Software: FreeFileSync, Debian/GSOC, LibreOffice and Lightworks

  • File Synchronization App FreeFileSync Brings Another Update
    File synchronization software, FreeFileSync releases latest update with 10.13. FreeFileSync is a folder and file synchronization free software that is available for Linux, Windows and Mac. This software can sync between your devices files and folders and only sync the changed files/directories. That means it can identify the changed files and make sure to transfer those in backup systems. Armed with scheduling of transfers, JOB features for sync – this free and open source software is one of the best file sync/ backup software available today.
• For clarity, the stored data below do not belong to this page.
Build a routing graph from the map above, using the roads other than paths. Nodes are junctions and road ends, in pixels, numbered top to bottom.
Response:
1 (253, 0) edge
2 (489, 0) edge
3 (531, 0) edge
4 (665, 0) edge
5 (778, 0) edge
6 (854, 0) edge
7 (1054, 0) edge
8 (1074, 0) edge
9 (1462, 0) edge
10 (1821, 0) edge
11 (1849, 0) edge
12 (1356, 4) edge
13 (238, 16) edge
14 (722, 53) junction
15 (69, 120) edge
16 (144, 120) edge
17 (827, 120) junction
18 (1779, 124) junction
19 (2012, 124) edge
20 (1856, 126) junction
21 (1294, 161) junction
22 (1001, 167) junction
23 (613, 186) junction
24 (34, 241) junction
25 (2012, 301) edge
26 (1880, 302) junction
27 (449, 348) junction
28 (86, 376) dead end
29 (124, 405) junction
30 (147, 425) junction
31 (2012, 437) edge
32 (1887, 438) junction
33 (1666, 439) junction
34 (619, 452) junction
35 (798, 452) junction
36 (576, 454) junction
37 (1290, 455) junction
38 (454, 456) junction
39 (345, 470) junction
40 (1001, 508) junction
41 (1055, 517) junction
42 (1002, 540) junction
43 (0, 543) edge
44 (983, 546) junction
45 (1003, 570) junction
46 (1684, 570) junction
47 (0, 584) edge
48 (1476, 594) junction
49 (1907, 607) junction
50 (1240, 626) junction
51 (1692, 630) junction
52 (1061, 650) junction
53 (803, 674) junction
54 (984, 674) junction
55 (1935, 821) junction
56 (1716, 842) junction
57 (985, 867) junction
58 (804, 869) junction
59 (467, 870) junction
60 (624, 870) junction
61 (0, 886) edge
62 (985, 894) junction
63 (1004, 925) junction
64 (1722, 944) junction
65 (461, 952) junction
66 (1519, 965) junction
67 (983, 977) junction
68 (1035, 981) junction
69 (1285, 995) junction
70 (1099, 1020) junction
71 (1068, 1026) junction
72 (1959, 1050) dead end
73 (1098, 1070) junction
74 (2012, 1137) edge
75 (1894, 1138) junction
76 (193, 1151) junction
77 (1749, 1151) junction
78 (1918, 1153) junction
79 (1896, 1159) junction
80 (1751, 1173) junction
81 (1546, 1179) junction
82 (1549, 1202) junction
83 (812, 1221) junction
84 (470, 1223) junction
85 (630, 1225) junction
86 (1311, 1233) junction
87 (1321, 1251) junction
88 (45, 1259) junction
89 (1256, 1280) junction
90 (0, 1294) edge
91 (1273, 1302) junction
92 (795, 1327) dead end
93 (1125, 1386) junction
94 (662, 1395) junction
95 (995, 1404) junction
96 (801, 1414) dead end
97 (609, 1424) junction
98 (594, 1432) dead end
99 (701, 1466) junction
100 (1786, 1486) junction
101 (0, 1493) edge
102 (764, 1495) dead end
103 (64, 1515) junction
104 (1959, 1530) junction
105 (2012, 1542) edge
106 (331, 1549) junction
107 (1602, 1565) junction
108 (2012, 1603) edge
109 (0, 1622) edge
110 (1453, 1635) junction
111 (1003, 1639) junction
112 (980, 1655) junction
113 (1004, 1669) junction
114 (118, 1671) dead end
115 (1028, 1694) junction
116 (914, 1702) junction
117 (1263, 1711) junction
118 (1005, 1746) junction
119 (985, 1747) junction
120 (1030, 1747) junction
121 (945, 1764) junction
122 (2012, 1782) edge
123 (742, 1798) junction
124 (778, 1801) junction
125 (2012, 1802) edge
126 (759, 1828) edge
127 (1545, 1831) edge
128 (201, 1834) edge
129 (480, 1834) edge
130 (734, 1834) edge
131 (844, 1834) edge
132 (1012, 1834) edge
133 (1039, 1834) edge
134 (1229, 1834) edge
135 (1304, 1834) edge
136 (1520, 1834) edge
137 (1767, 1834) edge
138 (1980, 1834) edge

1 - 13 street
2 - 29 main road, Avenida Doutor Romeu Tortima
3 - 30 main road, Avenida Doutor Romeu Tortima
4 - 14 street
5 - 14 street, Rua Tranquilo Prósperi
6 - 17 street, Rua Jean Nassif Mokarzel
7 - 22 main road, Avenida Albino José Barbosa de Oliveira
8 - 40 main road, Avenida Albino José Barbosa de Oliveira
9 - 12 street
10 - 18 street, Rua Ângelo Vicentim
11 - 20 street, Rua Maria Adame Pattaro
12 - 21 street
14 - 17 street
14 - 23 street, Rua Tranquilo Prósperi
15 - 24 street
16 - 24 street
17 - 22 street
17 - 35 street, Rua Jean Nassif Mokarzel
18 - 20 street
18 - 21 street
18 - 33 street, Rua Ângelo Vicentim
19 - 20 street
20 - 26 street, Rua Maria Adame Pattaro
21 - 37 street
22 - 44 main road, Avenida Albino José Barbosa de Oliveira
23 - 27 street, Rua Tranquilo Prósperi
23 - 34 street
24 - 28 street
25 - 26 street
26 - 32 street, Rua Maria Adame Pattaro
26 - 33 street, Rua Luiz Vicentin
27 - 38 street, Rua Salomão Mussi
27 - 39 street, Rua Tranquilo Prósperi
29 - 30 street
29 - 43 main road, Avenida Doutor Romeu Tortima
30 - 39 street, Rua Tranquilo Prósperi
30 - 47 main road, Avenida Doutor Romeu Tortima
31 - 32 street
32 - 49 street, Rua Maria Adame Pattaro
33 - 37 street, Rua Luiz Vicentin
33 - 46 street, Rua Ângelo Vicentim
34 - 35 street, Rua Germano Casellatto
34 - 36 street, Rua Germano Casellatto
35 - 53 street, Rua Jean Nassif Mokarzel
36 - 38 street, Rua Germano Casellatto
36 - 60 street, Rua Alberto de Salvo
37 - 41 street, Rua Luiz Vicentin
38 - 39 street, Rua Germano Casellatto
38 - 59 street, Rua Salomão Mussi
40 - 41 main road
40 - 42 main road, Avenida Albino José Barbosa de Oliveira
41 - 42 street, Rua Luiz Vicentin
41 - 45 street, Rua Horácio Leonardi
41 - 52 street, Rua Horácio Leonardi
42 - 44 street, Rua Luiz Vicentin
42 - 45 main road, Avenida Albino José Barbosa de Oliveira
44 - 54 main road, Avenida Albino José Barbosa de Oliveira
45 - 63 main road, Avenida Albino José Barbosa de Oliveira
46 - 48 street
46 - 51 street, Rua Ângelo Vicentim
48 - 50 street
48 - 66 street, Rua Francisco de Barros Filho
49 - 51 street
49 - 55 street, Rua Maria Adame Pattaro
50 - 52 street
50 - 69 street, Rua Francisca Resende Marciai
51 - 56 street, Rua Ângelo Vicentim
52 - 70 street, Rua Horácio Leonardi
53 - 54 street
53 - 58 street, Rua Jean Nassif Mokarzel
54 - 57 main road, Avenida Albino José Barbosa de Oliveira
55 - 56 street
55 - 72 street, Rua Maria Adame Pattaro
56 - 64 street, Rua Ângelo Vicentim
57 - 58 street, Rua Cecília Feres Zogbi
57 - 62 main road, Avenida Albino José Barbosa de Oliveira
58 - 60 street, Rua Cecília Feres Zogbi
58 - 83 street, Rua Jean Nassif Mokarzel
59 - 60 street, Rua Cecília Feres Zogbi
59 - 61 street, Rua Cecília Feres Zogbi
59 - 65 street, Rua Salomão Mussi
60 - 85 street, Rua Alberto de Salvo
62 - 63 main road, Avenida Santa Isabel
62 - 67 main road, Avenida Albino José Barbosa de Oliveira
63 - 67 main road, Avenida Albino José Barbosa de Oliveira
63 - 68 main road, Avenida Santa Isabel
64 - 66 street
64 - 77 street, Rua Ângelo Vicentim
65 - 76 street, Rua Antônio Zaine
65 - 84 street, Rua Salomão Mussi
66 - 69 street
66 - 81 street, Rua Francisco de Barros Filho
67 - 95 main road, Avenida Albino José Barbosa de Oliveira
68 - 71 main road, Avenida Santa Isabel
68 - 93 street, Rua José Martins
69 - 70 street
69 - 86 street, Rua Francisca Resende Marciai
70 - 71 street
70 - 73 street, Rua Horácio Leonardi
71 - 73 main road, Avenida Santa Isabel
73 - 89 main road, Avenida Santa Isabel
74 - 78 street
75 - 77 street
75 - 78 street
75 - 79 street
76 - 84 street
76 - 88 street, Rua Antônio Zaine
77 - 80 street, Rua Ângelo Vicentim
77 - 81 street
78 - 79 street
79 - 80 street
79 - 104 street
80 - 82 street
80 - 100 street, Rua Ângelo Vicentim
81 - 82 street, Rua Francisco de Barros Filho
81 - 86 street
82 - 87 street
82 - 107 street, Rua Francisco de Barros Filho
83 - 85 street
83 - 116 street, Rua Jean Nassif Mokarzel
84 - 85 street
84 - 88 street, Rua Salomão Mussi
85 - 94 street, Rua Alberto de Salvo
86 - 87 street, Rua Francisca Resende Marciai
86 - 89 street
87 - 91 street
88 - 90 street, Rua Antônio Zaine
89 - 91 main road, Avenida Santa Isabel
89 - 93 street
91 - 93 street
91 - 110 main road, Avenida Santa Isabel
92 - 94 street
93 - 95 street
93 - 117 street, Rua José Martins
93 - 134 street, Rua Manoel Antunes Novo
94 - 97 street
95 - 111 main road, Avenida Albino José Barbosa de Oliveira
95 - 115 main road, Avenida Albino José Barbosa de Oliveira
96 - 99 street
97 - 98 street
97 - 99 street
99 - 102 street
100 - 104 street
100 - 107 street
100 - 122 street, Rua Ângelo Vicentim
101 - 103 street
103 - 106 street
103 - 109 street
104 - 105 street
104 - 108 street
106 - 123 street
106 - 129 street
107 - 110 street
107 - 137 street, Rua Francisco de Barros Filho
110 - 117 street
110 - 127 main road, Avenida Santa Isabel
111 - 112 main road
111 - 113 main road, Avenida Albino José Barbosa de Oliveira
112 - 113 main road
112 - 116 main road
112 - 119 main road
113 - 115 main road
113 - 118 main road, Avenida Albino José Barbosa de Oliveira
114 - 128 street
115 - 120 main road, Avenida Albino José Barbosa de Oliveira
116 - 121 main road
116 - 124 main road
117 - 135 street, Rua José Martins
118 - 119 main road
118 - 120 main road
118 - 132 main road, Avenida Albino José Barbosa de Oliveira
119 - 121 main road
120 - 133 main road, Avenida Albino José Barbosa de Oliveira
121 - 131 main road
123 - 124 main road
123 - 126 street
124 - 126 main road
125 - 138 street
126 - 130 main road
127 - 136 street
FreeFileSync released 10.13 with bunch of big fixes and enhancements.
  • Utkarsh Gupta: GSoC Bi-Weekly Report - Week 1 and 2
    The idea is to package all the dependencies of Loomio and get Loomio easily installable on the Debian machines. The phase 1, that is, the first 4 weeks, were planned to package the Ruby and the Node dependencies. When I started off, I hit an obstacle. Little did we know about how to go about packaging complex applications like that. I have been helping out in packages like gitlab, diaspora, et al. And towards the end of the last week, we learned that loomio needs to be done like diaspora.
  • Annual Report 2018: LibreOffice Conference
    The LibreOffice Conference is the annual gathering of the community, our end-users, and everyone interested in free office software. Every year, it takes place in a different country and is supported by members of the LibreOffice commercial ecosystem. In 2018, the conference was organized by the young and dynamic Albanian community at Oficina in Tirana, from Wednesday, September 26, to Friday, September 28, the eight anniversary of the LibreOffice project. Here’s a quick video recap – read on for more details…
  • New Lightworks Beta Version 14.6 revision 114986 Now Available on Windows Linux and Mac!
    It is strongly recommended that users backup their project folder before installing any new Beta build of Lightworks. We are pleased to announce the second Beta of Lightworks 14.6 which includes many changes based on Forum feedback. Excellent work all round and we are hopeful that this Beta Cycle will be short lived. We hope you enjoy all the features and changes in the latest version which can be found in the : Changelog pages
  • Lightworks 14.6 Remains A Closed-Up Blob, But At Least The Linux Support Continues
    It was nearly a decade ago the high-end, commercial video software editing solution Lightworks announced they would be going open-source but to this day that milestone has yet to be materialized. Lightworks though does continue advancing with their v14.6 release on the horizon and at least their added Linux support continues to be expanded upon. EditShare, the company behind Lightworks, really dropped the ball when it came to their open-source plans. All that we've been able to gather over these years is that they hit some complexities with their original open-source plans and aren't committed enough in seeking to work through those issues to make the code public. So at the end of the day Lightworks is still a closed-source non-linear video editor, but at least it's one of the most feature-rich/professional-grade solutions with native Linux support.